> **WORK INSTRUCTION**: What is needed is a verbatim copy of each record below.

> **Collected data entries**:

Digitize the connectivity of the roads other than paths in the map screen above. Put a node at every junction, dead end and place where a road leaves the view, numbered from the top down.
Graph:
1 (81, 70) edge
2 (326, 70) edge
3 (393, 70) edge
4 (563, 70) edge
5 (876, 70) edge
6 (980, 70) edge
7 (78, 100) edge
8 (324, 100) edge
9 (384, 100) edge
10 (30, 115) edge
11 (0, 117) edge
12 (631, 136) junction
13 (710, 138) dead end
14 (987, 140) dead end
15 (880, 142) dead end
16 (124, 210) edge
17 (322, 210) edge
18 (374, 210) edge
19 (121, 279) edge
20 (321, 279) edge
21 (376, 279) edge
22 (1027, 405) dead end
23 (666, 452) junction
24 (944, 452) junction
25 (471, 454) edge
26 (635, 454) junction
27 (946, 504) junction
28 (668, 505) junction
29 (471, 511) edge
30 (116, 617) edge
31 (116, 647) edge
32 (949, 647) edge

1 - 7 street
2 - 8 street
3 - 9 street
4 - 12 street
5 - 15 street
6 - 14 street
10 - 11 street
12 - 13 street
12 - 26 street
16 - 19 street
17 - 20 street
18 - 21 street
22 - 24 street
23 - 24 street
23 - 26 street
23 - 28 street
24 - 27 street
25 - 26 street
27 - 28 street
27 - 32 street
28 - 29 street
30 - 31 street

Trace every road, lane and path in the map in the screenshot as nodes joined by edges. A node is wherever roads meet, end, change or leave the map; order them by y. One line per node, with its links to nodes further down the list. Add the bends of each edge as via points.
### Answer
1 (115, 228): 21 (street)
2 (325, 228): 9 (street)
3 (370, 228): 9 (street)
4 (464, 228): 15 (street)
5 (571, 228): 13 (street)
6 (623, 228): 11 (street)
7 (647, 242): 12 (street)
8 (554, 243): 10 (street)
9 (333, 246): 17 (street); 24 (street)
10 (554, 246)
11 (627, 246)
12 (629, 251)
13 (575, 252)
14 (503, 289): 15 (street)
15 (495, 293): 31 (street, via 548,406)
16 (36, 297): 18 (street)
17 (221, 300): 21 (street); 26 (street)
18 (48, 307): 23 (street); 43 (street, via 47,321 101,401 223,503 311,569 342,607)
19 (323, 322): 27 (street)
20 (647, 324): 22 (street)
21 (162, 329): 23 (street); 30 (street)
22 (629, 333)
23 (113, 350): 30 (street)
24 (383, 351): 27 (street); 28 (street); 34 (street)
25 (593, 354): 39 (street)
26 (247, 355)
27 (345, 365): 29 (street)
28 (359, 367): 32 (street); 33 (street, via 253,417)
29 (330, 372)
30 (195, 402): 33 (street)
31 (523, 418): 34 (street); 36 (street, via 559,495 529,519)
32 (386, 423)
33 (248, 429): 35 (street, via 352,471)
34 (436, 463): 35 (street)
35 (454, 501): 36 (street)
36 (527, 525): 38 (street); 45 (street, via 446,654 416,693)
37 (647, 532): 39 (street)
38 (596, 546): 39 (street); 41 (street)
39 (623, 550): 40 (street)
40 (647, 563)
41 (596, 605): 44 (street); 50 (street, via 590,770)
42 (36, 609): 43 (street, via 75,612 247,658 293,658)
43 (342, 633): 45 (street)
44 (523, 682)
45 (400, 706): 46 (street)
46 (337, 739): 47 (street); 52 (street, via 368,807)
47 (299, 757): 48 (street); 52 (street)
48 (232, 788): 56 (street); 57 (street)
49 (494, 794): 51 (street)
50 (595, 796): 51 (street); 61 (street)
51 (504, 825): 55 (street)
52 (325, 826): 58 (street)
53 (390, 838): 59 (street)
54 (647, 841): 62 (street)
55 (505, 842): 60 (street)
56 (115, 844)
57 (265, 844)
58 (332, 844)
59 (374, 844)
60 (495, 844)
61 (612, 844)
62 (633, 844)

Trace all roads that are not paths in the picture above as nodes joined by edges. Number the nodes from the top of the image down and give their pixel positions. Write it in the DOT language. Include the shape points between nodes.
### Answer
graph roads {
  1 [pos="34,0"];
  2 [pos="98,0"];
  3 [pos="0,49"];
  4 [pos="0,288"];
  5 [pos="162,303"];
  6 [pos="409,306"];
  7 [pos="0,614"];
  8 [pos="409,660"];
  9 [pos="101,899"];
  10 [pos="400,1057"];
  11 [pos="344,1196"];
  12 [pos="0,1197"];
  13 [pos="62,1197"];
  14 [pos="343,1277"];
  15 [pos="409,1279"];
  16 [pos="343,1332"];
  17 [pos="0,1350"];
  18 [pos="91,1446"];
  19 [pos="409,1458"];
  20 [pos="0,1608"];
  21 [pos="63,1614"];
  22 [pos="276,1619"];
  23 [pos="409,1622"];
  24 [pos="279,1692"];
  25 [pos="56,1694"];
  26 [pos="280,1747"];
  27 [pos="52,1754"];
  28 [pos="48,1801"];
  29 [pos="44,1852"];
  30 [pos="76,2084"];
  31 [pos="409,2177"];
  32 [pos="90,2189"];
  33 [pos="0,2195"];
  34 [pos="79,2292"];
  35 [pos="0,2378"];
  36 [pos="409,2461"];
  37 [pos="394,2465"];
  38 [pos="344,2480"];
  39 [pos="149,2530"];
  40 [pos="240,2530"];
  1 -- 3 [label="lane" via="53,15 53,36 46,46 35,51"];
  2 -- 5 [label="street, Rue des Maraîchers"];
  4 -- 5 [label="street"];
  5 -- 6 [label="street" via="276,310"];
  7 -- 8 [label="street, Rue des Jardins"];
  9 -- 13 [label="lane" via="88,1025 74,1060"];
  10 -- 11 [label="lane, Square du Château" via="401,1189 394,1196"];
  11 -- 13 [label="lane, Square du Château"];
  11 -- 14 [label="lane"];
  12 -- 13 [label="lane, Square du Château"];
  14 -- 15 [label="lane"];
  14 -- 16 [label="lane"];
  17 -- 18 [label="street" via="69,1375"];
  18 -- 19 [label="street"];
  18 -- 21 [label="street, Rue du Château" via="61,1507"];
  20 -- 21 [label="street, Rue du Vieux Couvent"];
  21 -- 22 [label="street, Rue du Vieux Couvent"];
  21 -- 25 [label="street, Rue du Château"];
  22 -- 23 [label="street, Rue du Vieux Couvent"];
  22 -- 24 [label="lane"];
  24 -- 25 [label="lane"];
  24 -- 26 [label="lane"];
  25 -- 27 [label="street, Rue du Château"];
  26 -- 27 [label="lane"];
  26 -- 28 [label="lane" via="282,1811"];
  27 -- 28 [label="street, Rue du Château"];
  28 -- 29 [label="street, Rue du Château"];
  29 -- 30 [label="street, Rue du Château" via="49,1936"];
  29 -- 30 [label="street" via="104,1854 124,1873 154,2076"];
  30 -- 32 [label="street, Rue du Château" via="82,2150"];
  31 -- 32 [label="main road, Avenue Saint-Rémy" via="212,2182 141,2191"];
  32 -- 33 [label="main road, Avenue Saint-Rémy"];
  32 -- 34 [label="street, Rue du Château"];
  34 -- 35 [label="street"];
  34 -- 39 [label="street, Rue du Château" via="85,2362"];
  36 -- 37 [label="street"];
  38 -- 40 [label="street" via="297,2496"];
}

> **EXPECTED OUTPUT**:
Digitize the connectivity of the roads other than paths in the map screen above. Put a node at every junction, dead end and place where a road leaves the view, numbered from the top down.
Graph:
1 (81, 70) edge
2 (326, 70) edge
3 (393, 70) edge
4 (563, 70) edge
5 (876, 70) edge
6 (980, 70) edge
7 (78, 100) edge
8 (324, 100) edge
9 (384, 100) edge
10 (30, 115) edge
11 (0, 117) edge
12 (631, 136) junction
13 (710, 138) dead end
14 (987, 140) dead end
15 (880, 142) dead end
16 (124, 210) edge
17 (322, 210) edge
18 (374, 210) edge
19 (121, 279) edge
20 (321, 279) edge
21 (376, 279) edge
22 (1027, 405) dead end
23 (666, 452) junction
24 (944, 452) junction
25 (471, 454) edge
26 (635, 454) junction
27 (946, 504) junction
28 (668, 505) junction
29 (471, 511) edge
30 (116, 617) edge
31 (116, 647) edge
32 (949, 647) edge

1 - 7 street
2 - 8 street
3 - 9 street
4 - 12 street
5 - 15 street
6 - 14 street
10 - 11 street
12 - 13 street
12 - 26 street
16 - 19 street
17 - 20 street
18 - 21 street
22 - 24 street
23 - 24 street
23 - 26 street
23 - 28 street
24 - 27 street
25 - 26 street
27 - 28 street
27 - 32 street
28 - 29 street
30 - 31 street

Trace every road, lane and path in the map in the screenshot as nodes joined by edges. A node is wherever roads meet, end, change or leave the map; order them by y. One line per node, with its links to nodes further down the list. Add the bends of each edge as via points.
### Answer
1 (115, 228): 21 (street)
2 (325, 228): 9 (street)
3 (370, 228): 9 (street)
4 (464, 228): 15 (street)
5 (571, 228): 13 (street)
6 (623, 228): 11 (street)
7 (647, 242): 12 (street)
8 (554, 243): 10 (street)
9 (333, 246): 17 (street); 24 (street)
10 (554, 246)
11 (627, 246)
12 (629, 251)
13 (575, 252)
14 (503, 289): 15 (street)
15 (495, 293): 31 (street, via 548,406)
16 (36, 297): 18 (street)
17 (221, 300): 21 (street); 26 (street)
18 (48, 307): 23 (street); 43 (street, via 47,321 101,401 223,503 311,569 342,607)
19 (323, 322): 27 (street)
20 (647, 324): 22 (street)
21 (162, 329): 23 (street); 30 (street)
22 (629, 333)
23 (113, 350): 30 (street)
24 (383, 351): 27 (street); 28 (street); 34 (street)
25 (593, 354): 39 (street)
26 (247, 355)
27 (345, 365): 29 (street)
28 (359, 367): 32 (street); 33 (street, via 253,417)
29 (330, 372)
30 (195, 402): 33 (street)
31 (523, 418): 34 (street); 36 (street, via 559,495 529,519)
32 (386, 423)
33 (248, 429): 35 (street, via 352,471)
34 (436, 463): 35 (street)
35 (454, 501): 36 (street)
36 (527, 525): 38 (street); 45 (street, via 446,654 416,693)
37 (647, 532): 39 (street)
38 (596, 546): 39 (street); 41 (street)
39 (623, 550): 40 (street)
40 (647, 563)
41 (596, 605): 44 (street); 50 (street, via 590,770)
42 (36, 609): 43 (street, via 75,612 247,658 293,658)
43 (342, 633): 45 (street)
44 (523, 682)
45 (400, 706): 46 (street)
46 (337, 739): 47 (street); 52 (street, via 368,807)
47 (299, 757): 48 (street); 52 (street)
48 (232, 788): 56 (street); 57 (street)
49 (494, 794): 51 (street)
50 (595, 796): 51 (street); 61 (street)
51 (504, 825): 55 (street)
52 (325, 826): 58 (street)
53 (390, 838): 59 (street)
54 (647, 841): 62 (street)
55 (505, 842): 60 (street)
56 (115, 844)
57 (265, 844)
58 (332, 844)
59 (374, 844)
60 (495, 844)
61 (612, 844)
62 (633, 844)

Trace all roads that are not paths in the picture above as nodes joined by edges. Number the nodes from the top of the image down and give their pixel positions. Write it in the DOT language. Include the shape points between nodes.
### Answer
graph roads {
  1 [pos="34,0"];
  2 [pos="98,0"];
  3 [pos="0,49"];
  4 [pos="0,288"];
  5 [pos="162,303"];
  6 [pos="409,306"];
  7 [pos="0,614"];
  8 [pos="409,660"];
  9 [pos="101,899"];
  10 [pos="400,1057"];
  11 [pos="344,1196"];
  12 [pos="0,1197"];
  13 [pos="62,1197"];
  14 [pos="343,1277"];
  15 [pos="409,1279"];
  16 [pos="343,1332"];
  17 [pos="0,1350"];
  18 [pos="91,1446"];
  19 [pos="409,1458"];
  20 [pos="0,1608"];
  21 [pos="63,1614"];
  22 [pos="276,1619"];
  23 [pos="409,1622"];
  24 [pos="279,1692"];
  25 [pos="56,1694"];
  26 [pos="280,1747"];
  27 [pos="52,1754"];
  28 [pos="48,1801"];
  29 [pos="44,1852"];
  30 [pos="76,2084"];
  31 [pos="409,2177"];
  32 [pos="90,2189"];
  33 [pos="0,2195"];
  34 [pos="79,2292"];
  35 [pos="0,2378"];
  36 [pos="409,2461"];
  37 [pos="394,2465"];
  38 [pos="344,2480"];
  39 [pos="149,2530"];
  40 [pos="240,2530"];
  1 -- 3 [label="lane" via="53,15 53,36 46,46 35,51"];
  2 -- 5 [label="street, Rue des Maraîchers"];
  4 -- 5 [label="street"];
  5 -- 6 [label="street" via="276,310"];
  7 -- 8 [label="street, Rue des Jardins"];
  9 -- 13 [label="lane" via="88,1025 74,1060"];
  10 -- 11 [label="lane, Square du Château" via="401,1189 394,1196"];
  11 -- 13 [label="lane, Square du Château"];
  11 -- 14 [label="lane"];
  12 -- 13 [label="lane, Square du Château"];
  14 -- 15 [label="lane"];
  14 -- 16 [label="lane"];
  17 -- 18 [label="street" via="69,1375"];
  18 -- 19 [label="street"];
  18 -- 21 [label="street, Rue du Château" via="61,1507"];
  20 -- 21 [label="street, Rue du Vieux Couvent"];
  21 -- 22 [label="street, Rue du Vieux Couvent"];
  21 -- 25 [label="street, Rue du Château"];
  22 -- 23 [label="street, Rue du Vieux Couvent"];
  22 -- 24 [label="lane"];
  24 -- 25 [label="lane"];
  24 -- 26 [label="lane"];
  25 -- 27 [label="street, Rue du Château"];
  26 -- 27 [label="lane"];
  26 -- 28 [label="lane" via="282,1811"];
  27 -- 28 [label="street, Rue du Château"];
  28 -- 29 [label="street, Rue du Château"];
  29 -- 30 [label="street, Rue du Château" via="49,1936"];
  29 -- 30 [label="street" via="104,1854 124,1873 154,2076"];
  30 -- 32 [label="street, Rue du Château" via="82,2150"];
  31 -- 32 [label="main road, Avenue Saint-Rémy" via="212,2182 141,2191"];
  32 -- 33 [label="main road, Avenue Saint-Rémy"];
  32 -- 34 [label="street, Rue du Château"];
  34 -- 35 [label="street"];
  34 -- 39 [label="street, Rue du Château" via="85,2362"];
  36 -- 37 [label="street"];
  38 -- 40 [label="street" via="297,2496"];
}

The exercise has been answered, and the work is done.